### Source data
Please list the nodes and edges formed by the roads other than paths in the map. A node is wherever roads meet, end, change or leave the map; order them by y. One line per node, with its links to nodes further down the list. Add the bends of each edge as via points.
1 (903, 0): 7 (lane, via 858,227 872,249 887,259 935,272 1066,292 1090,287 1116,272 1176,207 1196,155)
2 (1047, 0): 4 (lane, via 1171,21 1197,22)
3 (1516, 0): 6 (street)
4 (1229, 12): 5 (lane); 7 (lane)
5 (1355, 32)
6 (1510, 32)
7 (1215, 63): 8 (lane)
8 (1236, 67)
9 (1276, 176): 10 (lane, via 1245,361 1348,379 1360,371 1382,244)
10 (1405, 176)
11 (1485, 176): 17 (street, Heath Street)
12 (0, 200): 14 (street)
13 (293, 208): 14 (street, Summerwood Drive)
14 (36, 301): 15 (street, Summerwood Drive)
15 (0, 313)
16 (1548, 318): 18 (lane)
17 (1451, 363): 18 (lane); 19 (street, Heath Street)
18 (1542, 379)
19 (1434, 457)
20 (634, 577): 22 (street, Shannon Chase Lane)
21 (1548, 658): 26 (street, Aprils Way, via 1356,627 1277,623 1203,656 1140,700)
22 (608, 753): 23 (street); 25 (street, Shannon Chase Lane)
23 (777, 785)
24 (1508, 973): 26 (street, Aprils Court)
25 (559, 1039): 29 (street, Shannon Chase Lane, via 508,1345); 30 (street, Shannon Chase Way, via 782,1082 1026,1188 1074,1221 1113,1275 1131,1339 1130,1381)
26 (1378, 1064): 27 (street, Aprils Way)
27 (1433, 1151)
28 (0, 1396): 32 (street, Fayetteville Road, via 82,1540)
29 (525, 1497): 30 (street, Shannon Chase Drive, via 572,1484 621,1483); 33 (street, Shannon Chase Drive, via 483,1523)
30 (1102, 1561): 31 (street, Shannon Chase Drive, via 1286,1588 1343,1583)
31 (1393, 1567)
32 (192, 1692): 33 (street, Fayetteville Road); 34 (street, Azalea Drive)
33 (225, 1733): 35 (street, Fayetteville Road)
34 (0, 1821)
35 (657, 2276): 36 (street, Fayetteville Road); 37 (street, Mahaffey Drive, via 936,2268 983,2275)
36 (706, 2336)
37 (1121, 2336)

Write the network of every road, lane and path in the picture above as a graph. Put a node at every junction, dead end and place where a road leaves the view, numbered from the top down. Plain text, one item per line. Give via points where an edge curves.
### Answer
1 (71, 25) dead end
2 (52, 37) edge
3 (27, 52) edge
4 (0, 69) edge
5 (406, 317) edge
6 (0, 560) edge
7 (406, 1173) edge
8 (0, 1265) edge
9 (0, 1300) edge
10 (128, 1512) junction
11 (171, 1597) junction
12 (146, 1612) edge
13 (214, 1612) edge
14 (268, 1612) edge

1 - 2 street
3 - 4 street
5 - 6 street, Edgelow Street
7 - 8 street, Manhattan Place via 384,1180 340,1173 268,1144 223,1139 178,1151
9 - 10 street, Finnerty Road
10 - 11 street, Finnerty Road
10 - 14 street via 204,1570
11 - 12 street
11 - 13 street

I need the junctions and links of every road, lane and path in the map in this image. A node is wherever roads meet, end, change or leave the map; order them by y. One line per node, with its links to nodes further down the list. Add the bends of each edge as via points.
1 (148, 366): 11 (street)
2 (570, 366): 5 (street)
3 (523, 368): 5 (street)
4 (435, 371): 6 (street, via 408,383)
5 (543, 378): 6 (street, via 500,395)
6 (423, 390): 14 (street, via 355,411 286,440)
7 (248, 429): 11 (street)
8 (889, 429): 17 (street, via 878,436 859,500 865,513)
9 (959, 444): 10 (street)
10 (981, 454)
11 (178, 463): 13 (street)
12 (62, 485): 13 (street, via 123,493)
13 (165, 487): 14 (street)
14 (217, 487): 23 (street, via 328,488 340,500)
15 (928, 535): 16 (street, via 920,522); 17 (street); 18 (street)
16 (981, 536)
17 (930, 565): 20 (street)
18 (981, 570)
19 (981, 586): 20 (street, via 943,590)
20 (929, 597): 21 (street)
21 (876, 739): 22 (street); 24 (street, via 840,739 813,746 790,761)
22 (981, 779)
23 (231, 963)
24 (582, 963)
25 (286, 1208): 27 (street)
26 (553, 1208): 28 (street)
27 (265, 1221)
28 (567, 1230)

### Your instructions
What is needed here is an exact copy of all the records above.

### Exercise result
Please list the nodes and edges formed by the roads other than paths in the map. A node is wherever roads meet, end, change or leave the map; order them by y. One line per node, with its links to nodes further down the list. Add the bends of each edge as via points.
1 (903, 0): 7 (lane, via 858,227 872,249 887,259 935,272 1066,292 1090,287 1116,272 1176,207 1196,155)
2 (1047, 0): 4 (lane, via 1171,21 1197,22)
3 (1516, 0): 6 (street)
4 (1229, 12): 5 (lane); 7 (lane)
5 (1355, 32)
6 (1510, 32)
7 (1215, 63): 8 (lane)
8 (1236, 67)
9 (1276, 176): 10 (lane, via 1245,361 1348,379 1360,371 1382,244)
10 (1405, 176)
11 (1485, 176): 17 (street, Heath Street)
12 (0, 200): 14 (street)
13 (293, 208): 14 (street, Summerwood Drive)
14 (36, 301): 15 (street, Summerwood Drive)
15 (0, 313)
16 (1548, 318): 18 (lane)
17 (1451, 363): 18 (lane); 19 (street, Heath Street)
18 (1542, 379)
19 (1434, 457)
20 (634, 577): 22 (street, Shannon Chase Lane)
21 (1548, 658): 26 (street, Aprils Way, via 1356,627 1277,623 1203,656 1140,700)
22 (608, 753): 23 (street); 25 (street, Shannon Chase Lane)
23 (777, 785)
24 (1508, 973): 26 (street, Aprils Court)
25 (559, 1039): 29 (street, Shannon Chase Lane, via 508,1345); 30 (street, Shannon Chase Way, via 782,1082 1026,1188 1074,1221 1113,1275 1131,1339 1130,1381)
26 (1378, 1064): 27 (street, Aprils Way)
27 (1433, 1151)
28 (0, 1396): 32 (street, Fayetteville Road, via 82,1540)
29 (525, 1497): 30 (street, Shannon Chase Drive, via 572,1484 621,1483); 33 (street, Shannon Chase Drive, via 483,1523)
30 (1102, 1561): 31 (street, Shannon Chase Drive, via 1286,1588 1343,1583)
31 (1393, 1567)
32 (192, 1692): 33 (street, Fayetteville Road); 34 (street, Azalea Drive)
33 (225, 1733): 35 (street, Fayetteville Road)
34 (0, 1821)
35 (657, 2276): 36 (street, Fayetteville Road); 37 (street, Mahaffey Drive, via 936,2268 983,2275)
36 (706, 2336)
37 (1121, 2336)

Write the network of every road, lane and path in the picture above as a graph. Put a node at every junction, dead end and place where a road leaves the view, numbered from the top down. Plain text, one item per line. Give via points where an edge curves.
### Answer
1 (71, 25) dead end
2 (52, 37) edge
3 (27, 52) edge
4 (0, 69) edge
5 (406, 317) edge
6 (0, 560) edge
7 (406, 1173) edge
8 (0, 1265) edge
9 (0, 1300) edge
10 (128, 1512) junction
11 (171, 1597) junction
12 (146, 1612) edge
13 (214, 1612) edge
14 (268, 1612) edge

1 - 2 street
3 - 4 street
5 - 6 street, Edgelow Street
7 - 8 street, Manhattan Place via 384,1180 340,1173 268,1144 223,1139 178,1151
9 - 10 street, Finnerty Road
10 - 11 street, Finnerty Road
10 - 14 street via 204,1570
11 - 12 street
11 - 13 street

I need the junctions and links of every road, lane and path in the map in this image. A node is wherever roads meet, end, change or leave the map; order them by y. One line per node, with its links to nodes further down the list. Add the bends of each edge as via points.
1 (148, 366): 11 (street)
2 (570, 366): 5 (street)
3 (523, 368): 5 (street)
4 (435, 371): 6 (street, via 408,383)
5 (543, 378): 6 (street, via 500,395)
6 (423, 390): 14 (street, via 355,411 286,440)
7 (248, 429): 11 (street)
8 (889, 429): 17 (street, via 878,436 859,500 865,513)
9 (959, 444): 10 (street)
10 (981, 454)
11 (178, 463): 13 (street)
12 (62, 485): 13 (street, via 123,493)
13 (165, 487): 14 (street)
14 (217, 487): 23 (street, via 328,488 340,500)
15 (928, 535): 16 (street, via 920,522); 17 (street); 18 (street)
16 (981, 536)
17 (930, 565): 20 (street)
18 (981, 570)
19 (981, 586): 20 (street, via 943,590)
20 (929, 597): 21 (street)
21 (876, 739): 22 (street); 24 (street, via 840,739 813,746 790,761)
22 (981, 779)
23 (231, 963)
24 (582, 963)
25 (286, 1208): 27 (street)
26 (553, 1208): 28 (street)
27 (265, 1221)
28 (567, 1230)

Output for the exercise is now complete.